[Data extracted from a collection]
══════

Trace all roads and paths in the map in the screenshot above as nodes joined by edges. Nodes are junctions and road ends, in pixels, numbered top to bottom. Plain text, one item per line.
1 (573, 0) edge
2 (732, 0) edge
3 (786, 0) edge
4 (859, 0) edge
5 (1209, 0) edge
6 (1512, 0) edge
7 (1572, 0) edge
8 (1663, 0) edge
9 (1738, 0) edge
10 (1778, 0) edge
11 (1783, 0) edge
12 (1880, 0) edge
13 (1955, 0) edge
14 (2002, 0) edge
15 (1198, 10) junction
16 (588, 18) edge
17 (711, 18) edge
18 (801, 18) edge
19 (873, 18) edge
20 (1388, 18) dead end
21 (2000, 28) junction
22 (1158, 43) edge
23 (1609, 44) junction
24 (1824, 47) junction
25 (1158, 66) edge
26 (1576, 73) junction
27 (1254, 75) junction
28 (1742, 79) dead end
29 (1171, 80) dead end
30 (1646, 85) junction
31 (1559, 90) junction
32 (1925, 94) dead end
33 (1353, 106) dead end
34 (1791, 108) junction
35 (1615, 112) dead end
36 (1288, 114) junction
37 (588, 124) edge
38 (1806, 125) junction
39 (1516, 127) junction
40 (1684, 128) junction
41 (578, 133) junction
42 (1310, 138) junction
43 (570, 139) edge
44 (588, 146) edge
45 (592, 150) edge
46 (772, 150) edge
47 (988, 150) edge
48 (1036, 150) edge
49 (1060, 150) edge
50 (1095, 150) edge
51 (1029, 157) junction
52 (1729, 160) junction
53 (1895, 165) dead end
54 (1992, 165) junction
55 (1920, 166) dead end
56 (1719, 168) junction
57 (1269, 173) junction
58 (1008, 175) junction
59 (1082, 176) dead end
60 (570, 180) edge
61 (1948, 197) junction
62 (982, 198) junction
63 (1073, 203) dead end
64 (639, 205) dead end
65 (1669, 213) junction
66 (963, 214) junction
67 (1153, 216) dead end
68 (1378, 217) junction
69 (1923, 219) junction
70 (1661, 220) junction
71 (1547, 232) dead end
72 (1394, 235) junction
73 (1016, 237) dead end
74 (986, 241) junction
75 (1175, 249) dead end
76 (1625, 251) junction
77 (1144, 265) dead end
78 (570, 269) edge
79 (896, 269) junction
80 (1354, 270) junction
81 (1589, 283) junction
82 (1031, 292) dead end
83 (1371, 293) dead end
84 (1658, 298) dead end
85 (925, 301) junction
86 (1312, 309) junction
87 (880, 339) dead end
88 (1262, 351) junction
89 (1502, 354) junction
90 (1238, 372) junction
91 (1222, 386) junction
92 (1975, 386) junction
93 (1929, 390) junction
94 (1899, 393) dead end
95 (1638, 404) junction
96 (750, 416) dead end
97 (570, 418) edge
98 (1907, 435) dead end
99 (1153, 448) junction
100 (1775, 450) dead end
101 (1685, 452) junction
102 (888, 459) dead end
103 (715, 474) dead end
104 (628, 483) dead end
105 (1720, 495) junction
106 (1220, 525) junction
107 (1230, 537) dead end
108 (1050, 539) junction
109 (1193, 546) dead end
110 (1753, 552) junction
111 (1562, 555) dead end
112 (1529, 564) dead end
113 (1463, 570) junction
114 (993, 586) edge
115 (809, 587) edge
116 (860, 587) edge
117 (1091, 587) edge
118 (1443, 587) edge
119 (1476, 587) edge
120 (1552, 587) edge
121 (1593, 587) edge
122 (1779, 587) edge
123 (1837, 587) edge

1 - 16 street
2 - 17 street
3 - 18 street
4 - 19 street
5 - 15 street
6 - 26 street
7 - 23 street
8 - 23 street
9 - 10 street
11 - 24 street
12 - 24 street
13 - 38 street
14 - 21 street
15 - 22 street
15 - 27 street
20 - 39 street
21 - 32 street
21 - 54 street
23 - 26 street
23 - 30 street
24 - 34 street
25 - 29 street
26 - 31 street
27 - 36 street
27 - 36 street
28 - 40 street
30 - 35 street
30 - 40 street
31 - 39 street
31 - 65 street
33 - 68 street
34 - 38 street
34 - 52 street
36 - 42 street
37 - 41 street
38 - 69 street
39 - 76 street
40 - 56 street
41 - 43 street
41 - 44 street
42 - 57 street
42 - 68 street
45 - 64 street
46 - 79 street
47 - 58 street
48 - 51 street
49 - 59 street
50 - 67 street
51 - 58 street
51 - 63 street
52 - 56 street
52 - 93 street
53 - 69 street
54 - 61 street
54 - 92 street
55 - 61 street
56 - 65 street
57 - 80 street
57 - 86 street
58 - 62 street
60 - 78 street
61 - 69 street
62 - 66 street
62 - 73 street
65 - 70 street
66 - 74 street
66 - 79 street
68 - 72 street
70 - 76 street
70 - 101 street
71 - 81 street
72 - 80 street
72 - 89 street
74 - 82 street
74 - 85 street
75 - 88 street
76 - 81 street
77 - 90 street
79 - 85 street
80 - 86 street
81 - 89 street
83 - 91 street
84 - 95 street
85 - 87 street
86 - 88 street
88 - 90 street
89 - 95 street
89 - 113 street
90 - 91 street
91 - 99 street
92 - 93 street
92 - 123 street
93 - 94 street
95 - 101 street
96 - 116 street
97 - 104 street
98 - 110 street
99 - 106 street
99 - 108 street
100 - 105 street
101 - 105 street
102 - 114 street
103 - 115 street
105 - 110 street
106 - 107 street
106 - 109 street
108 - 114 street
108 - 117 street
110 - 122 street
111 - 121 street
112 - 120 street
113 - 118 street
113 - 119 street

══════

▶ **What you should do**
Make a word-for-word copy of the records.

▶ **Problem solution**
Trace all roads and paths in the map in the screenshot above as nodes joined by edges. Nodes are junctions and road ends, in pixels, numbered top to bottom. Plain text, one item per line.
1 (573, 0) edge
2 (732, 0) edge
3 (786, 0) edge
4 (859, 0) edge
5 (1209, 0) edge
6 (1512, 0) edge
7 (1572, 0) edge
8 (1663, 0) edge
9 (1738, 0) edge
10 (1778, 0) edge
11 (1783, 0) edge
12 (1880, 0) edge
13 (1955, 0) edge
14 (2002, 0) edge
15 (1198, 10) junction
16 (588, 18) edge
17 (711, 18) edge
18 (801, 18) edge
19 (873, 18) edge
20 (1388, 18) dead end
21 (2000, 28) junction
22 (1158, 43) edge
23 (1609, 44) junction
24 (1824, 47) junction
25 (1158, 66) edge
26 (1576, 73) junction
27 (1254, 75) junction
28 (1742, 79) dead end
29 (1171, 80) dead end
30 (1646, 85) junction
31 (1559, 90) junction
32 (1925, 94) dead end
33 (1353, 106) dead end
34 (1791, 108) junction
35 (1615, 112) dead end
36 (1288, 114) junction
37 (588, 124) edge
38 (1806, 125) junction
39 (1516, 127) junction
40 (1684, 128) junction
41 (578, 133) junction
42 (1310, 138) junction
43 (570, 139) edge
44 (588, 146) edge
45 (592, 150) edge
46 (772, 150) edge
47 (988, 150) edge
48 (1036, 150) edge
49 (1060, 150) edge
50 (1095, 150) edge
51 (1029, 157) junction
52 (1729, 160) junction
53 (1895, 165) dead end
54 (1992, 165) junction
55 (1920, 166) dead end
56 (1719, 168) junction
57 (1269, 173) junction
58 (1008, 175) junction
59 (1082, 176) dead end
60 (570, 180) edge
61 (1948, 197) junction
62 (982, 198) junction
63 (1073, 203) dead end
64 (639, 205) dead end
65 (1669, 213) junction
66 (963, 214) junction
67 (1153, 216) dead end
68 (1378, 217) junction
69 (1923, 219) junction
70 (1661, 220) junction
71 (1547, 232) dead end
72 (1394, 235) junction
73 (1016, 237) dead end
74 (986, 241) junction
75 (1175, 249) dead end
76 (1625, 251) junction
77 (1144, 265) dead end
78 (570, 269) edge
79 (896, 269) junction
80 (1354, 270) junction
81 (1589, 283) junction
82 (1031, 292) dead end
83 (1371, 293) dead end
84 (1658, 298) dead end
85 (925, 301) junction
86 (1312, 309) junction
87 (880, 339) dead end
88 (1262, 351) junction
89 (1502, 354) junction
90 (1238, 372) junction
91 (1222, 386) junction
92 (1975, 386) junction
93 (1929, 390) junction
94 (1899, 393) dead end
95 (1638, 404) junction
96 (750, 416) dead end
97 (570, 418) edge
98 (1907, 435) dead end
99 (1153, 448) junction
100 (1775, 450) dead end
101 (1685, 452) junction
102 (888, 459) dead end
103 (715, 474) dead end
104 (628, 483) dead end
105 (1720, 495) junction
106 (1220, 525) junction
107 (1230, 537) dead end
108 (1050, 539) junction
109 (1193, 546) dead end
110 (1753, 552) junction
111 (1562, 555) dead end
112 (1529, 564) dead end
113 (1463, 570) junction
114 (993, 586) edge
115 (809, 587) edge
116 (860, 587) edge
117 (1091, 587) edge
118 (1443, 587) edge
119 (1476, 587) edge
120 (1552, 587) edge
121 (1593, 587) edge
122 (1779, 587) edge
123 (1837, 587) edge

1 - 16 street
2 - 17 street
3 - 18 street
4 - 19 street
5 - 15 street
6 - 26 street
7 - 23 street
8 - 23 street
9 - 10 street
11 - 24 street
12 - 24 street
13 - 38 street
14 - 21 street
15 - 22 street
15 - 27 street
20 - 39 street
21 - 32 street
21 - 54 street
23 - 26 street
23 - 30 street
24 - 34 street
25 - 29 street
26 - 31 street
27 - 36 street
27 - 36 street
28 - 40 street
30 - 35 street
30 - 40 street
31 - 39 street
31 - 65 street
33 - 68 street
34 - 38 street
34 - 52 street
36 - 42 street
37 - 41 street
38 - 69 street
39 - 76 street
40 - 56 street
41 - 43 street
41 - 44 street
42 - 57 street
42 - 68 street
45 - 64 street
46 - 79 street
47 - 58 street
48 - 51 street
49 - 59 street
50 - 67 street
51 - 58 street
51 - 63 street
52 - 56 street
52 - 93 street
53 - 69 street
54 - 61 street
54 - 92 street
55 - 61 street
56 - 65 street
57 - 80 street
57 - 86 street
58 - 62 street
60 - 78 street
61 - 69 street
62 - 66 street
62 - 73 street
65 - 70 street
66 - 74 street
66 - 79 street
68 - 72 street
70 - 76 street
70 - 101 street
71 - 81 street
72 - 80 street
72 - 89 street
74 - 82 street
74 - 85 street
75 - 88 street
76 - 81 street
77 - 90 street
79 - 85 street
80 - 86 street
81 - 89 street
83 - 91 street
84 - 95 street
85 - 87 street
86 - 88 street
88 - 90 street
89 - 95 street
89 - 113 street
90 - 91 street
91 - 99 street
92 - 93 street
92 - 123 street
93 - 94 street
95 - 101 street
96 - 116 street
97 - 104 street
98 - 110 street
99 - 106 street
99 - 108 street
100 - 105 street
101 - 105 street
102 - 114 street
103 - 115 street
105 - 110 street
106 - 107 street
106 - 109 street
108 - 114 street
108 - 117 street
110 - 122 street
111 - 121 street
112 - 120 street
113 - 118 street
113 - 119 street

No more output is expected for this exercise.